Breizh-info.com : Quelle différence faites vous entre le paysan français et l’agriculteur français ? Le gros exploitant agricole, syndiqué à la FNSEA et exportant un maximum de marchandises à travers le monde est-il réellement un paysan ou bien est-il un fonctionnaire d’Etat, voir Européen, qui ne vit que de subventions publiques ?
Eric Alary : Il est clair que les paysans ont vécu de subventions pour beaucoup; en tout cas, ne les assimilons pas à des « profiteurs »; ils ont suivie des normes (obligés) et ont gagné leur vie; mais les contradictions existent aussi.
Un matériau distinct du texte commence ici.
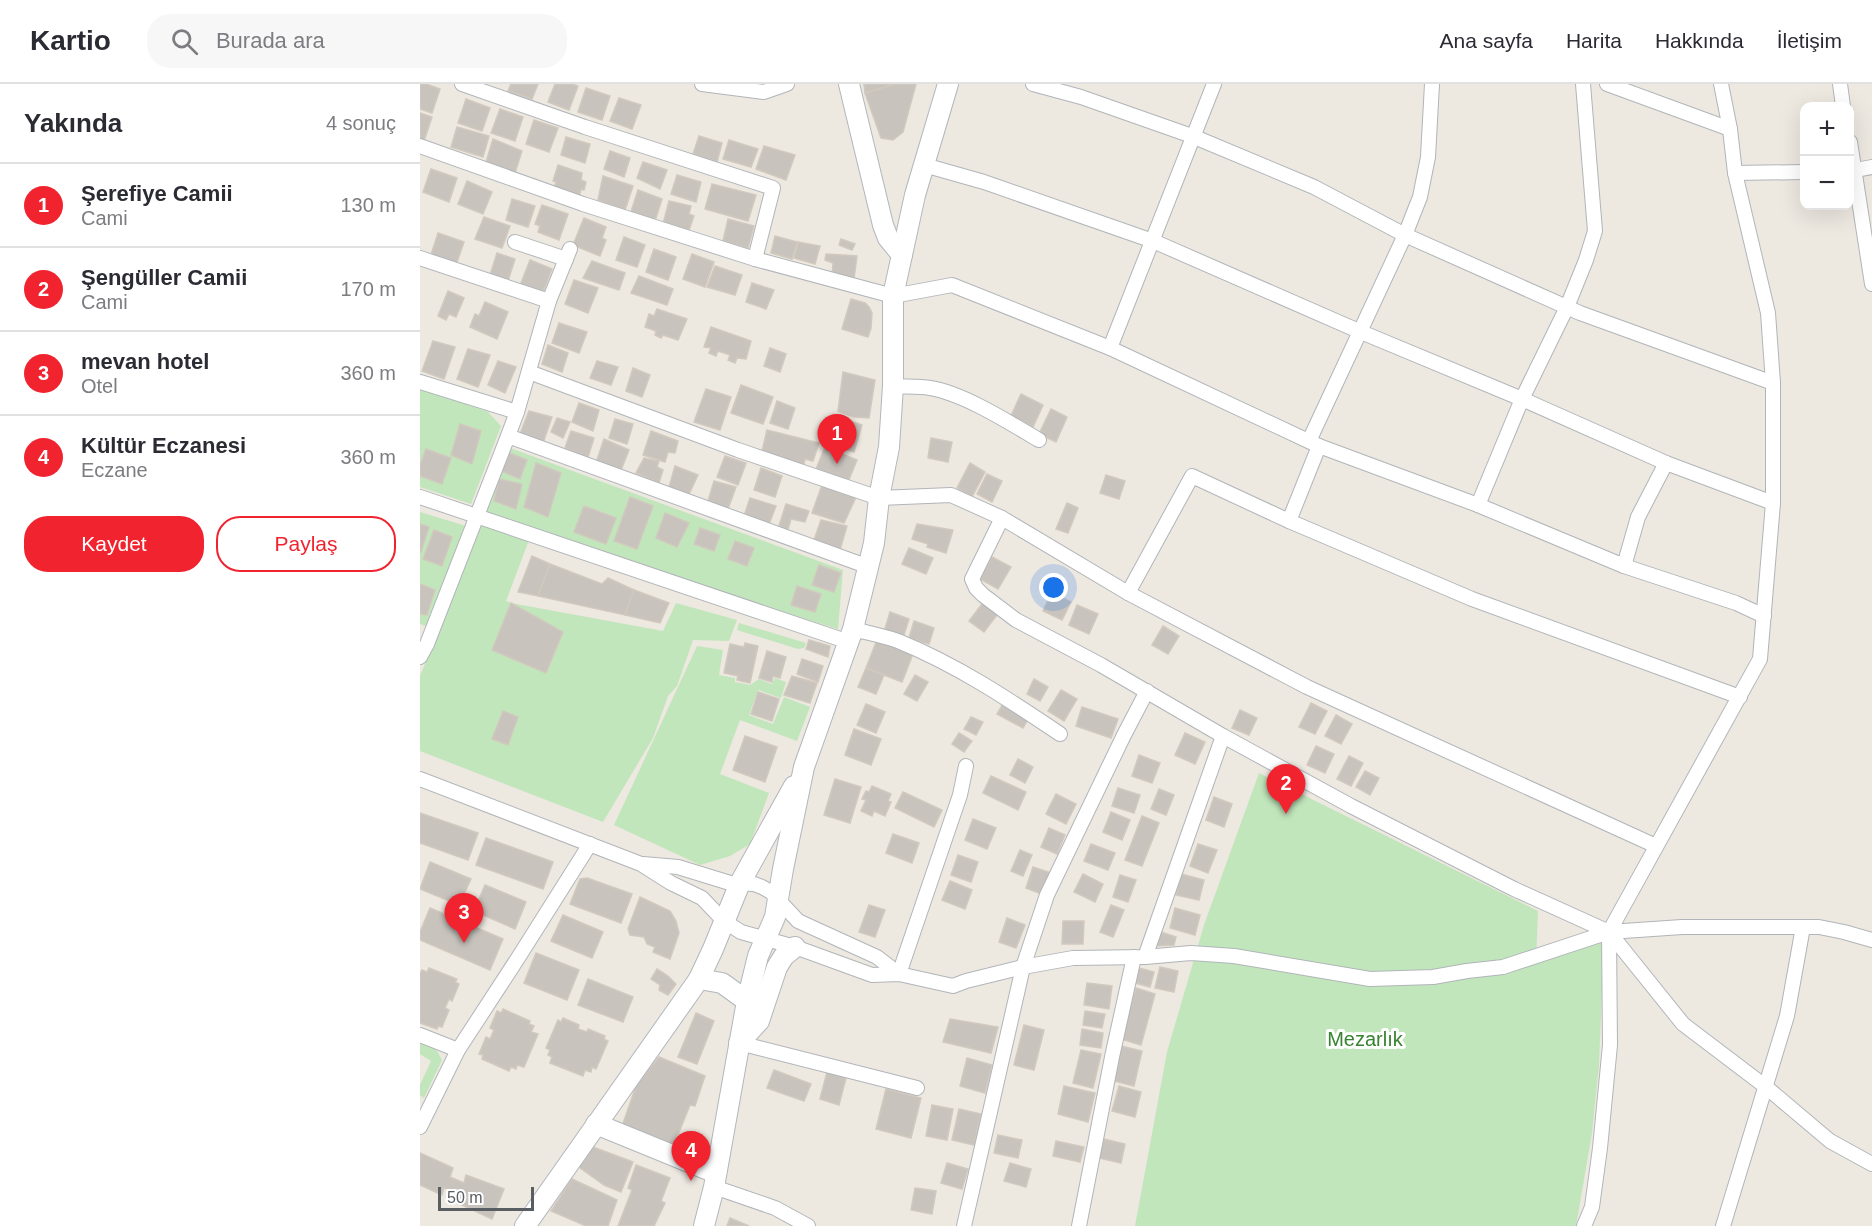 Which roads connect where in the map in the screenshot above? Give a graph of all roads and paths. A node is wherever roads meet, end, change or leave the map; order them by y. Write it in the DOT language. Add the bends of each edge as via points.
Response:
graph roads {
  1 [pos="462,84"];
  2 [pos="702,84"];
  3 [pos="787,84"];
  4 [pos="849,84"];
  5 [pos="948,84"];
  6 [pos="1033,84"];
  7 [pos="1214,84"];
  8 [pos="1432,84"];
  9 [pos="1583,84"];
  10 [pos="1607,84"];
  11 [pos="1721,84"];
  12 [pos="1840,84"];
  13 [pos="1083,91"];
  14 [pos="1843,102"];
  15 [pos="1730,129"];
  16 [pos="1192,136"];
  17 [pos="420,146"];
  18 [pos="924,165"];
  19 [pos="1872,167"];
  20 [pos="1854,171"];
  21 [pos="1800,172"];
  22 [pos="1735,173"];
  23 [pos="1854,182"];
  24 [pos="1405,235"];
  25 [pos="1153,241"];
  26 [pos="515,242"];
  27 [pos="902,255"];
  28 [pos="420,258"];
  29 [pos="754,259"];
  30 [pos="1872,284"];
  31 [pos="893,296"];
  32 [pos="549,301"];
  33 [pos="1568,307"];
  34 [pos="1361,332"];
  35 [pos="1110,348"];
  36 [pos="528,372"];
  37 [pos="420,382"];
  38 [pos="1773,383"];
  39 [pos="893,386"];
  40 [pos="1522,399"];
  41 [pos="517,412"];
  42 [pos="508,436"];
  43 [pos="1039,440"];
  44 [pos="1314,443"];
  45 [pos="1666,463"];
  46 [pos="420,497"];
  47 [pos="879,498"];
  48 [pos="1773,503"];
  49 [pos="1478,505"];
  50 [pos="477,517"];
  51 [pos="1002,518"];
  52 [pos="1288,521"];
  53 [pos="1624,566"];
  54 [pos="869,567"];
  55 [pos="1128,593"];
  56 [pos="1764,616"];
  57 [pos="851,635"];
  58 [pos="420,657"];
  59 [pos="1147,691"];
  60 [pos="1740,697"];
  61 [pos="1060,734"];
  62 [pos="1223,736"];
  63 [pos="966,766"];
  64 [pos="804,767"];
  65 [pos="420,779"];
  66 [pos="590,844"];
  67 [pos="1656,846"];
  68 [pos="641,864"];
  69 [pos="740,883"];
  70 [pos="778,900"];
  71 [pos="724,921"];
  72 [pos="1803,927"];
  73 [pos="1609,932"];
  74 [pos="765,939"];
  75 [pos="1872,940"];
  76 [pos="795,947"];
  77 [pos="1139,957"];
  78 [pos="1023,967"];
  79 [pos="899,974"];
  80 [pos="699,979"];
  81 [pos="747,1001"];
  82 [pos="420,1035"];
  83 [pos="739,1043"];
  84 [pos="458,1050"];
  85 [pos="1766,1087"];
  86 [pos="917,1088"];
  87 [pos="596,1124"];
  88 [pos="420,1127"];
  89 [pos="1872,1164"];
  90 [pos="715,1180"];
  91 [pos="525,1226"];
  92 [pos="704,1226"];
  93 [pos="808,1226"];
  94 [pos="964,1226"];
  95 [pos="1079,1226"];
  96 [pos="1584,1226"];
  97 [pos="1723,1226"];
  1 -- 29 [label="street" via="772,188"];
  2 -- 3 [label="street" via="764,92"];
  4 -- 27 [label="main road" via="883,225"];
  5 -- 18 [label="main road"];
  6 -- 13 [label="street"];
  7 -- 16 [label="street"];
  8 -- 24 [label="street" via="1428,157 1420,197"];
  9 -- 33 [label="street" via="1595,231"];
  10 -- 15 [label="street"];
  11 -- 15 [label="street"];
  12 -- 14 [label="street"];
  13 -- 16 [label="street"];
  15 -- 22 [label="street"];
  16 -- 24 [label="street" via="1314,187"];
  16 -- 25 [label="street"];
  17 -- 29 [label="street"];
  18 -- 25 [label="street"];
  18 -- 27 [label="main road"];
  19 -- 20 [label="street"];
  21 -- 22 [label="street"];
  22 -- 38 [label="street" via="1768,313"];
  23 -- 30 [label="street"];
  24 -- 33 [label="street"];
  24 -- 34 [label="street"];
  25 -- 34 [label="street"];
  25 -- 35 [label="street"];
  26 -- 32 [label="street" via="568,254"];
  27 -- 31 [label="main road"];
  28 -- 32 [label="street"];
  29 -- 31 [label="street"];
  31 -- 35 [label="street" via="952,285"];
  31 -- 39 [label="main road"];
  32 -- 36 [label="street"];
  33 -- 38 [label="street"];
  33 -- 40 [label="street"];
  34 -- 40 [label="street"];
  34 -- 44 [label="street"];
  35 -- 44 [label="street"];
  36 -- 41 [label="street"];
  36 -- 47 [label="street"];
  37 -- 41 [label="street"];
  38 -- 48 [label="street"];
  39 -- 43 [label="street" via="931,388 955,395"];
  39 -- 47 [label="main road" via="889,447"];
  40 -- 45 [label="street"];
  40 -- 49 [label="street"];
  41 -- 42 [label="street"];
  42 -- 50 [label="street"];
  42 -- 54 [label="street"];
  44 -- 49 [label="street"];
  44 -- 52 [label="street"];
  45 -- 48 [label="street"];
  45 -- 53 [label="street" via="1638,517"];
  46 -- 50 [label="street"];
  47 -- 51 [label="street" via="951,495"];
  47 -- 54 [label="main road"];
  48 -- 56 [label="street"];
  49 -- 53 [label="street"];
  50 -- 57 [label="street"];
  50 -- 58 [label="street"];
  51 -- 55 [label="street"];
  51 -- 59 [label="street" via="972,579 976,588 1016,620"];
  52 -- 55 [label="street" via="1192,476"];
  52 -- 60 [label="street" via="1472,599"];
  53 -- 56 [label="street"];
  54 -- 57 [label="main road"];
  55 -- 67 [label="street" via="1307,687"];
  56 -- 60 [label="street" via="1760,658"];
  57 -- 61 [label="street" via="897,641 956,668"];
  57 -- 64 [label="main road"];
  59 -- 62 [label="street"];
  59 -- 78 [label="street" via="1047,896"];
  60 -- 67 [label="street"];
  62 -- 73 [label="street" via="1504,884"];
  62 -- 77 [label="street"];
  63 -- 79 [label="street" via="960,795"];
  64 -- 69 [label="main road"];
  64 -- 70 [label="main road"];
  65 -- 66 [label="street"];
  66 -- 68 [label="street"];
  66 -- 84 [label="street"];
  67 -- 73 [label="street"];
  68 -- 69 [label="street" via="678,867"];
  68 -- 71 [label="street" via="702,898"];
  69 -- 70 [label="street" via="762,887"];
  69 -- 71 [label="main road"];
  70 -- 74 [label="main road"];
  70 -- 79 [label="street" via="798,921 877,957"];
  71 -- 74 [label="street" via="741,932"];
  71 -- 80 [label="main road"];
  72 -- 73 [label="street" via="1682,927"];
  72 -- 75 [label="street"];
  72 -- 85 [label="street" via="1787,1016"];
  73 -- 77 [label="street" via="1503,967 1433,977 1370,979 1234,956 1191,953"];
  73 -- 85 [label="street" via="1683,1024"];
  73 -- 96 [label="street" via="1610,1045 1599,1160 1592,1207"];
  74 -- 76 [label="street"];
  74 -- 81 [label="main road"];
  76 -- 79 [label="street" via="873,975"];
  76 -- 83 [label="main road" via="777,968 759,1021"];
  77 -- 78 [label="street" via="1074,958"];
  77 -- 95 [label="street" via="1112,1057"];
  78 -- 79 [label="street" via="953,986"];
  78 -- 94 [label="street"];
  80 -- 81 [label="main road" via="722,983"];
  80 -- 87 [label="main road"];
  81 -- 83 [label="main road"];
  82 -- 84 [label="street"];
  83 -- 86 [label="street"];
  83 -- 90 [label="main road"];
  84 -- 88 [label="street"];
  85 -- 89 [label="street" via="1830,1141"];
  85 -- 97 [label="street"];
  87 -- 90 [label="main road"];
  87 -- 91 [label="main road"];
  90 -- 92 [label="main road"];
  90 -- 93 [label="street"];
}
En 1984, les éleveurs sont contre les quotas laitiers et de nos jours ils sont plutôt pour. On peut s’interroger sur rôle récent de la FNSEA; il faudra entendre ceux des historiens du syndicalisme qui la connaisse le mieux. Pourtant, il est clair qu’on est à un tournant, celui d’un choix de société.
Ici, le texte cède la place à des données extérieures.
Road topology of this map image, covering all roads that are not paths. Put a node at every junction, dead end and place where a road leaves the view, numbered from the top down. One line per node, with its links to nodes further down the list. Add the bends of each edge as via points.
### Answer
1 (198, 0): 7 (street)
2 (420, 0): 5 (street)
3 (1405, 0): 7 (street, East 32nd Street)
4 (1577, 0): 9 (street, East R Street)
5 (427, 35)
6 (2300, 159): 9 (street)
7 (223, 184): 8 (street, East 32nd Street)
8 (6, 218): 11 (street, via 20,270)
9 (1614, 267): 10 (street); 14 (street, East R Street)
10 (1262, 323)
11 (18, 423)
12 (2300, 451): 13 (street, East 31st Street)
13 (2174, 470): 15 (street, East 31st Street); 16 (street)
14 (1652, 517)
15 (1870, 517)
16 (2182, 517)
LEs citoyens doivent parler plus fort et dire aux paysans qu’ils veulent se mettre autour de la table pour créer un autre mode de consommation et un autre type d’agriculture encore plus respectueuse de l’environnement et de la santé de chacun (paysans et consommateurs); cela suppose de résister à des lobbies; le Bio se développe de mieux en mieux et même plus vite que prévu; les AMAP fonctionnent très bien.
Alors? Les hommes politiques doivent avoir le courage de dire qu’en France on fait un autre choix économique sans faire la révolution mais en redéployant les bonnes volontés, en respectant et le paysan qui doit gagner sa vie et le consommateur piégé par ce qu’il achète dans les grandes surfaces. Les intermédiaires et transformateurs doivent aussi se remettre en question me semble t il.
Breizh-info.com : La crise du monde paysan ne vient-elle pas du fait que des ministères aux syndicats, ceux qui décident pour les paysans aujourd’hui sont totalement déconnectés des réalités de terrain ?
Eric Alary : C’est fort possible. en tout cas, ils connaissent sans doute bien le monde paysan, mais ils sont aussi pris dans l’étau de l’économie de marché. Que faire? Aider tout le monde et poursuivre dans un entre-deux: sauver une agriculture moyenne et en même temps poursuivre les travaux de regroupement de terres et d’animaux dans des fermes géantes ou bien dire franchement aux paysans qu’il n’y a de la place que pour ceux que les hommes politiques appelaient les « gros » dans l’entre-deux-guerres? MAis il y a la voie peut-être aussi la voie évoquée dans la question précédente, mais là je suis historien et non visionnaire…
Breizh-info.com : Le retour à la terre, et aux petites exploitations, opéré aujourd’hui par une partie importante de néo-paysans, mais aussi d’héritiers de grandes exploitations, est-il une forme de renouement avec la paysannerie d’antan et ses valeurs ?
Eric Alary : Je ne sais pas; c’est une autre forme de paysannerie. Sans doute que la nostalgie en motive certains, mais il faut que cette nostalgie soit constructive et non pas confinée dans un lamento qui consisterait à dire que c’était mieux avant et que maintenant c’est la catastrophe; cela peut aboutir au repli sur soi.
Ce qui est sûr c’est que nombre de néo-ruraux ont besoin de fuir la vie épuisante des villes. Est-on aussi au bout d’un mode de vie urbain qui n’a cessé d’enserrer les citoyens dans le bruit,la pollution, etc ?
Les néo-ruraux sont peut-être une chance pour certaines campagnes. Là encore, ne faut-il pas repenser les campagnes du futur tous ensemble, paysans et néo-ruraux et inviter les pouvoirs publics à réflchir aussi autrement, à freiner la machine à broyer des vies tant à la ville qu’à la campagne? Vaste question et l’historien pourra en reparler dans 20 ou 30 ans si cela évolue.